Composition of CH4 in head space: 0%

There is no methane gas in the atmosphere



Composition of H2S in head space: 0%

There is no hydrogen sulphide in the atmosphere

Since our large scale digester has the restriction of requiring a large amount of sludge, we have decided to focus on making the prototype which will enable us to put in more features at a lower cost with a more practical outlook. The prototype will give us many other advantages like demonstrating the wetland system using the prototype, proving the presence of methane from the digester prototype, and the addition of features which can be tested and proved through the prototype as well as measurements of gas contents and parameters via the prototype itself.

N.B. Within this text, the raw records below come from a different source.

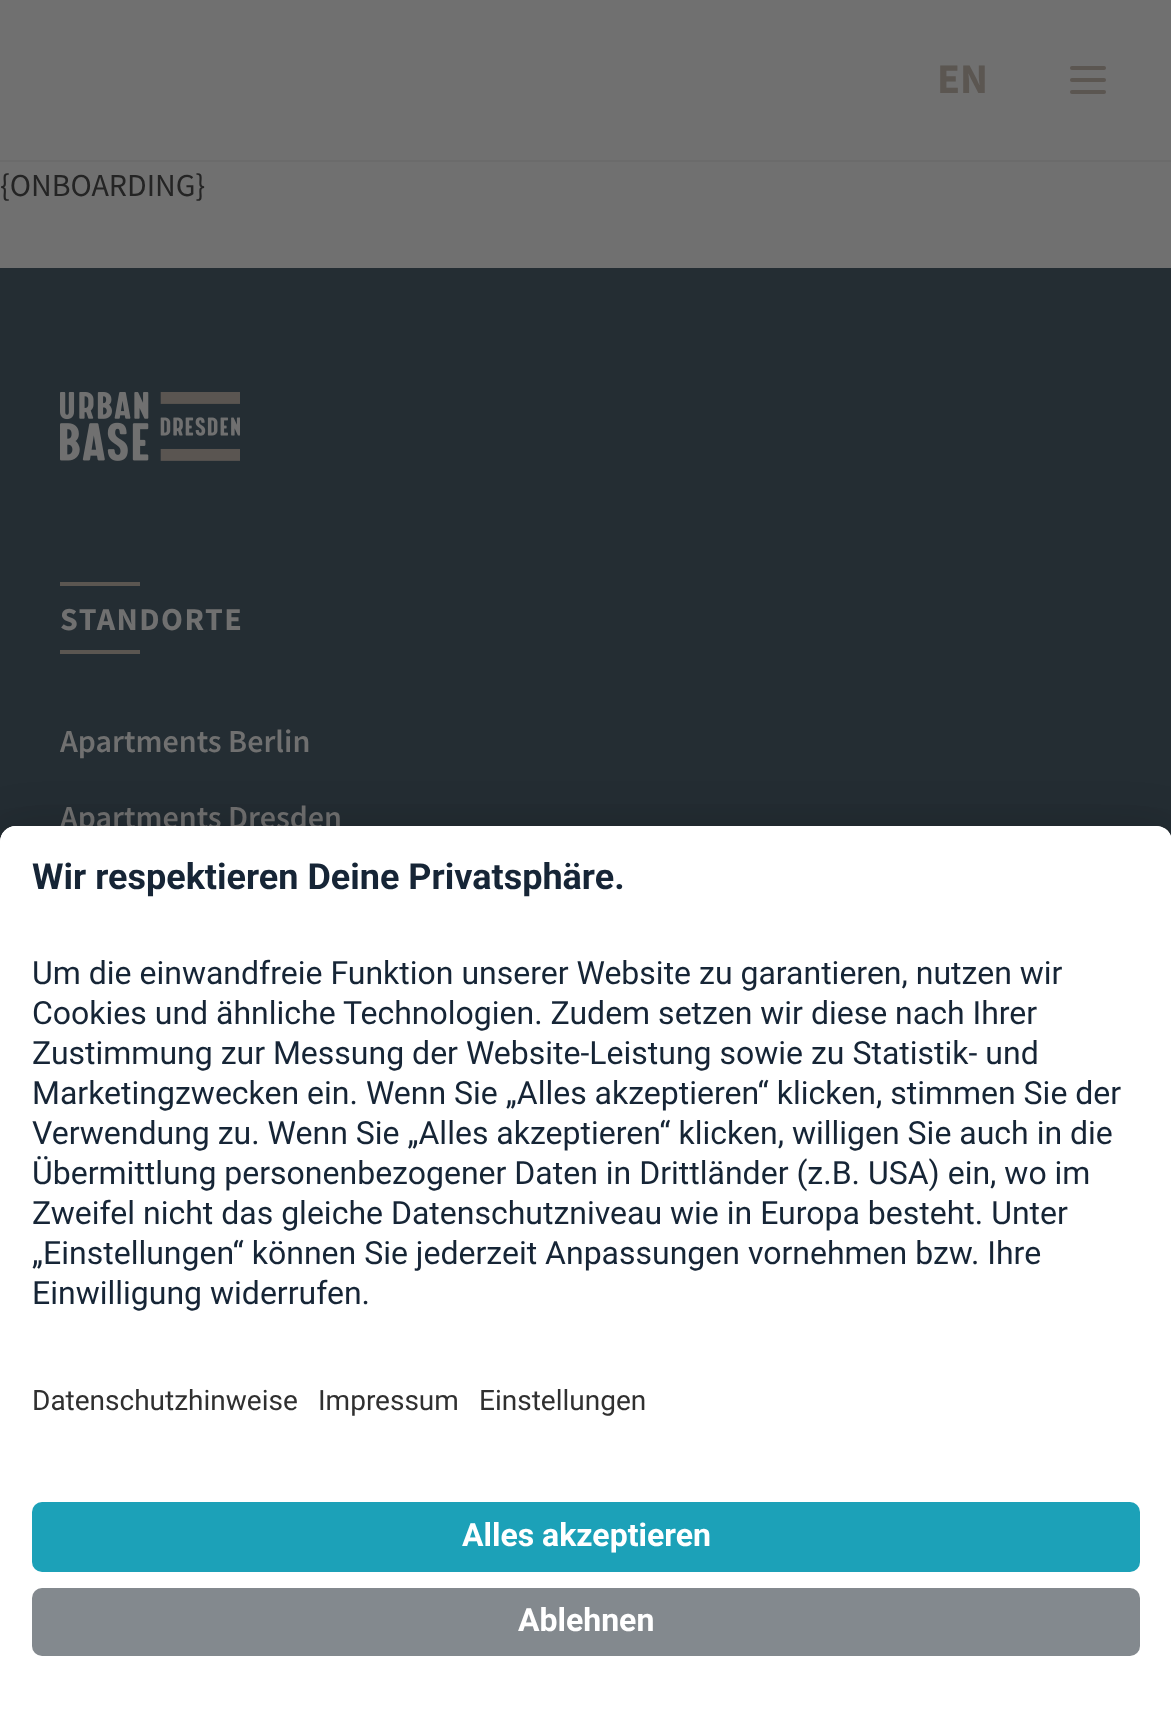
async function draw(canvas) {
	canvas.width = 1171;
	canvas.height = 1712;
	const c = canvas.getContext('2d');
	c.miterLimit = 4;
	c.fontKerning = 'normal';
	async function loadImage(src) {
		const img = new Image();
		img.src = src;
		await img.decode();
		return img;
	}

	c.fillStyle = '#707070';
	c.fillRect(0, 0, 1171, 1712);
	c.fillStyle = '#6b6b6b';
	c.fillRect(0, 160, 1171, 2);
	c.font = 'bold 42px Source Sans Pro';
	c.fillStyle = '#5b5651';
	c.fillText('EN', 937, 93);
	c.beginPath();
	c.moveTo(1072, 68);
	c.lineTo(1104, 68);
	c.moveTo(1072, 80);
	c.lineTo(1104, 80);
	c.moveTo(1072, 92);
	c.lineTo(1104, 92);
	c.strokeStyle = '#5b5651';
	c.lineWidth = 4;
	c.lineCap = 'round';
	c.lineJoin = 'round';
	c.stroke();
	c.font = '32px Source Sans Pro';
	c.fillStyle = '#242424';
	c.fillText('{ONBOARDING}', 0, 196);
	c.fillStyle = '#242d33';
	c.fillRect(0, 268, 1171, 574);
	c.drawImage(await loadImage('img1.png'), 60, 392, 180, 69);
	c.fillStyle = '#5b5651';
	c.fillRect(60, 582, 80, 4);
	c.letterSpacing = '1.5px';
	c.font = 'bold 32px Source Sans Pro';
	c.fillStyle = '#707070';
	c.fillText('STANDORTE', 60, 630);
	c.fillStyle = '#5b5651';
	c.fillRect(60, 650, 80, 4);
	c.letterSpacing = '0px';
	c.font = '600 32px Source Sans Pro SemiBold';
	c.fillStyle = '#707070';
	c.fillText('Apartments Berlin', 60, 752);
	c.fillText('Apartments Dresden', 60, 828);
	c.fillStyle = '#0000004d';
	c.filter = 'blur(28px)';
	c.beginPath();
	c.roundRect(0, 866, 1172, 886, 16);
	c.fill();
	c.filter = 'none';
	c.fillStyle = '#00000038';
	c.filter = 'blur(26px)';
	c.beginPath();
	c.roundRect(0, 836, 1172, 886, 16);
	c.fill();
	c.filter = 'none';
	c.fillStyle = '#fff';
	c.beginPath();
	c.moveTo(16, 826);
	c.lineTo(1156, 826);
	c.bezierCurveTo(1165, 826, 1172, 833, 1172, 842);
	c.lineTo(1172, 1712);
	c.lineTo(0, 1712);
	c.lineTo(0, 842);
	c.bezierCurveTo(0, 833, 7, 826, 16, 826);
	c.closePath();
	c.fill();
	c.beginPath();
	c.moveTo(16, 826);
	c.lineTo(1156, 826);
	c.bezierCurveTo(1165, 826, 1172, 833, 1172, 842);
	c.lineTo(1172, 1478);
	c.lineTo(0, 1478);
	c.lineTo(0, 842);
	c.bezierCurveTo(0, 833, 7, 826, 16, 826);
	c.closePath();
	c.fill();
	c.font = 'bold 36px Roboto';
	c.fillStyle = '#162536';
	c.fillText('Wir respektieren Deine Privatsphäre.', 32, 889);
	c.font = '32px Roboto';
	for (const [text, x, y] of [
		['Um die einwandfreie Funktion unserer Website zu garantieren, nutzen wir', 32, 984],
		['Cookies und ähnliche Technologien. Zudem setzen wir diese nach Ihrer', 32, 1024],
		['Zustimmung zur Messung der Website-Leistung sowie zu Statistik- und', 32, 1064],
		['Marketingzwecken ein. Wenn Sie „Alles akzeptieren“ klicken, stimmen Sie der', 32, 1104],
		['Verwendung zu. Wenn Sie „Alles akzeptieren“ klicken, willigen Sie auch in die', 32, 1144],
		['Übermittlung personenbezogener Daten in Drittländer (z.B. USA) ein, wo im', 32, 1184],
		['Zweifel nicht das gleiche Datenschutzniveau wie in Europa besteht. Unter', 32, 1224],
		['„Einstellungen“ können Sie jederzeit Anpassungen vornehmen bzw. Ihre', 32, 1264],
		['Einwilligung widerrufen.', 32, 1304],
	]) {
		c.fillText(text, x, y);
	}
	c.font = '28px Roboto';
	c.fillStyle = '#303030';
	for (const [text, x, y] of [
		['Datenschutzhinweise', 32, 1410],
		['Impressum', 318, 1410],
		['Einstellungen', 479, 1410],
	]) {
		c.fillText(text, x, y);
	}
	c.fillStyle = '#1ca1b8';
	c.beginPath();
	c.roundRect(32, 1502, 1108, 70, 10);
	c.fill();
	c.font = 'bold 32px Roboto';
	c.fillStyle = '#fff';
	c.fillText('Alles akzeptieren', 462, 1546);
	c.fillStyle = '#83898e';
	c.beginPath();
	c.roundRect(32, 1588, 1108, 68, 10);
	c.fill();
	c.fillStyle = '#fff';
	c.fillText('Ablehnen', 518, 1631);
}

draw(document.querySelector('canvas'));
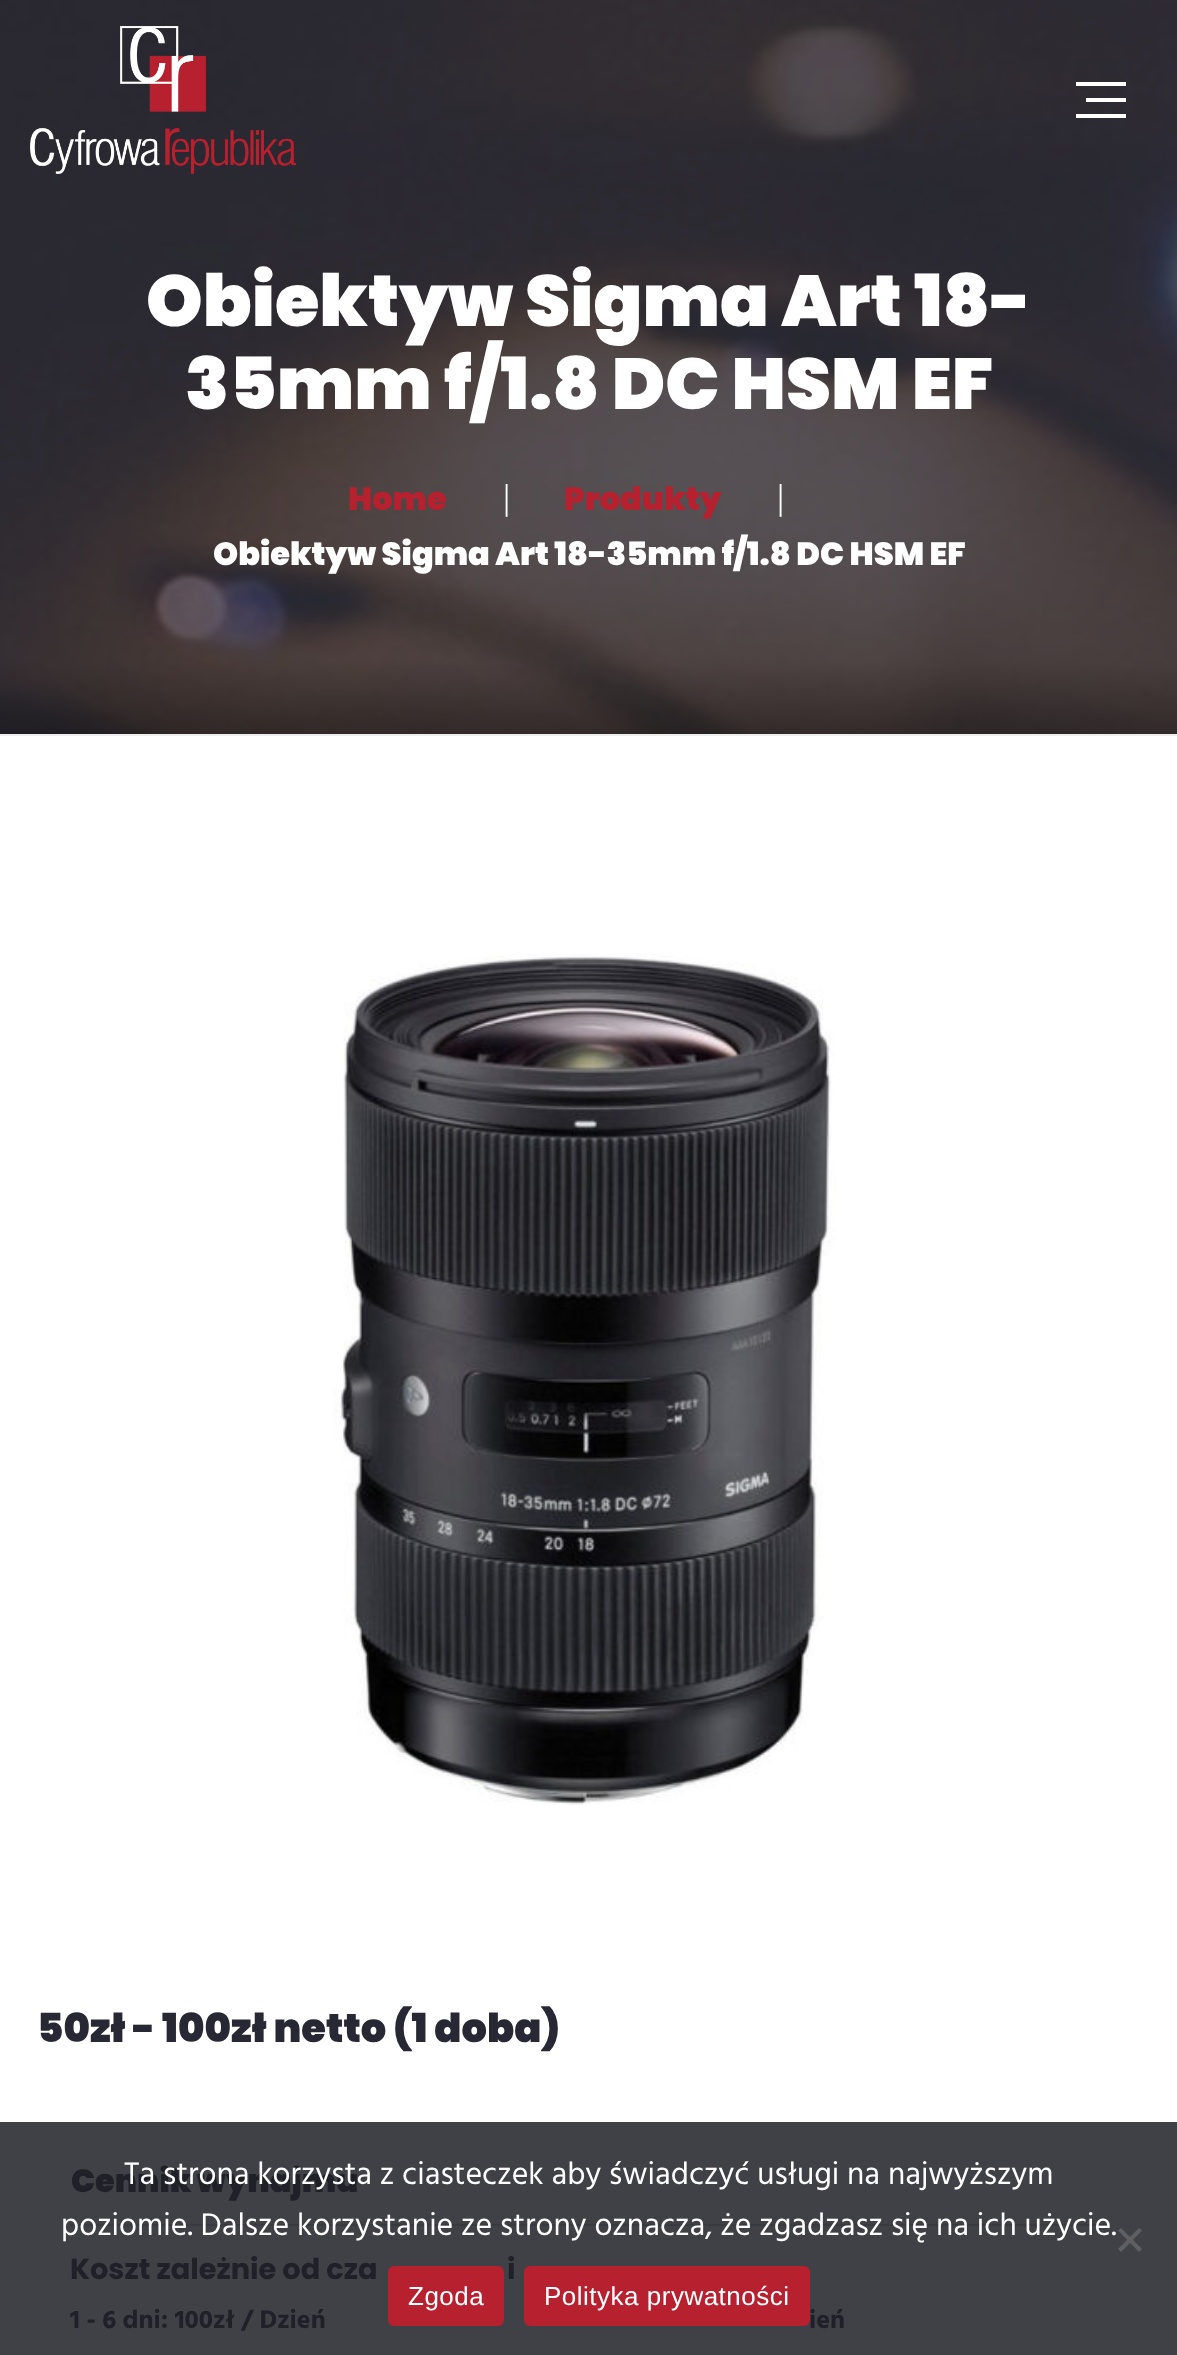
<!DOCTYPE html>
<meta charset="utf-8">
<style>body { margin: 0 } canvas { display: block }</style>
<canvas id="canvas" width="1177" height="2355"></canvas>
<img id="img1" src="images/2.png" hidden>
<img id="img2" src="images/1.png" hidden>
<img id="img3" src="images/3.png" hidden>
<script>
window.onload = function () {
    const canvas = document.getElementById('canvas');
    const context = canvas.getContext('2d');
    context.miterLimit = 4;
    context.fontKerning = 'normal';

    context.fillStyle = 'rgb(255, 255, 255)';
    context.fillRect(0, 0, 1177, 2355);
    context.fillStyle = 'rgb(64, 64, 71)';
    context.fillRect(0, 2122, 1177, 233);
    context.drawImage(document.getElementById('img1'), 0, 0, 1177, 734);
    context.drawImage(document.getElementById('img2'), 30, 26, 266, 148);
    context.fillStyle = 'rgb(255, 255, 255)';
    context.fillRect(1076, 82, 50, 4);
    context.fillRect(1086, 98, 40, 4);
    context.fillRect(1076, 114, 50, 4);
    context.fillStyle = 'rgb(238, 238, 238)';
    context.fillRect(0, 734, 1177, 2);
    context.drawImage(document.getElementById('img3'), 332, 954, 503, 851);
    context.fillStyle = 'rgb(57, 57, 64)';
    context.fillRect(70, 2224, 1038, 2);
    context.fillStyle = 'rgb(95, 95, 99)';
    context.beginPath();
    context.moveTo(1139, 2228);
    context.lineTo(1142, 2230.5);
    context.lineTo(1121, 2252);
    context.lineTo(1118, 2249);
    context.closePath();
    context.fill();
    context.beginPath();
    context.moveTo(1118, 2230.5);
    context.lineTo(1121, 2228);
    context.lineTo(1142, 2249);
    context.lineTo(1139, 2252);
    context.closePath();
    context.fill();
    context.fillStyle = 'rgb(183, 32, 47)';
    context.beginPath();
    context.roundRect(388, 2266, 116, 60, 6);
    context.fill();
    context.beginPath();
    context.roundRect(524, 2266, 286, 60, 6);
    context.fill();
    context.font = '900 72px Poppins';
    context.fillStyle = 'rgb(255, 255, 255)';
    context.fillText('Obiektyw Sigma Art 18-', 146, 326);
    context.fillText('35mm f/1.8 DC HSM EF', 185, 409);
    context.font = '900 32px Poppins';
    context.fillStyle = 'rgb(183, 32, 47)';
    context.fillText('Home', 348, 510);
    context.font = '36px Liberation Serif';
    context.fillStyle = 'rgb(255, 255, 255)';
    context.fillText('|', 503, 509);
    context.font = '900 32px Poppins';
    context.fillStyle = 'rgb(183, 32, 47)';
    context.fillText('Produkty', 564, 510);
    context.font = '36px Liberation Serif';
    context.fillStyle = 'rgb(255, 255, 255)';
    context.fillText('|', 777, 509);
    context.font = '900 32px Poppins';
    context.fillText('Obiektyw Sigma Art 18-35mm f/1.8 DC HSM EF', 213, 565);
    context.font = '900 40px Poppins';
    context.fillStyle = 'rgb(40, 40, 52)';
    context.fillText('50zł - 100zł netto (1 doba)', 37, 2042);
    context.font = '900 32px Poppins';
    context.fillStyle = 'rgb(32, 32, 40)';
    context.fillText('Cennik wynajmu', 71, 2192);
    context.font = 'bold 28.75px Poppins';
    context.fillText('Koszt zależnie od cza', 70, 2279);
    context.fillText('i', 507, 2279);
    context.font = 'bold 26px Hind';
    context.fillText('1 - 6 dni: 100zł / Dzień', 70, 2328);
    context.fillText('ień', 809, 2328);
    context.font = '32px Hind';
    context.fillStyle = 'rgb(255, 255, 255)';
    context.fillText('Ta strona korzysta z ciasteczek aby świadczyć usługi na najwyższym', 124, 2184);
    context.fillText('poziomie. Dalsze korzystanie ze strony oznacza, że zgadzasz się na ich użycie.', 61, 2235);
    context.letterSpacing = '0.5px';
    context.font = '26px Liberation Sans';
    context.fillText('Zgoda', 408, 2305);
    context.fillText('Polityka prywatności', 544, 2305);
};
</script>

Required to prove the amount of gases produced
- CO2
- H2S
- CH4



To do this, Dr Han has suggested a closed system where the initial composition air of the closed environment is measured and compared to the final composition of air in the closed environment after anaerobic digestion is done(anaerobic is digestion is where all the gases are produced) Throughout the run, the system is air-tight and no air can enter in or escape.



Prototype designs:

Another alternative is that dragger tubes can be used for composition measurement of these gases. Dragger tubes are a cheaper alternative to meters. To use this method, we need a canister. It is made of acrylic tubes (low chemical strength) and we will incorporate drain valves, rubber seal etc. The dragger tubes can then be inserted into these openings to draw out the gases.



It was also discussed that the carbon dioxide produce is useful for marine plants growth (absorb CO2, release O2)this way, it reduces the amount of CO2 to the atmosphere (decrease in global warming effects as well). In return, the O2 produced by the plants can be used to grow fishes. However, there is a problem of Methane gas capture. It would be hard to capture it. Although it is not soluble in water, it would be hard to capture.



At the moment, these are the things we need to do:
1) Find out the range of dragger tubes
2) Calculation on sizing of canister


Following that, we can progress more on our small scale prototype and make the necessary changes from there.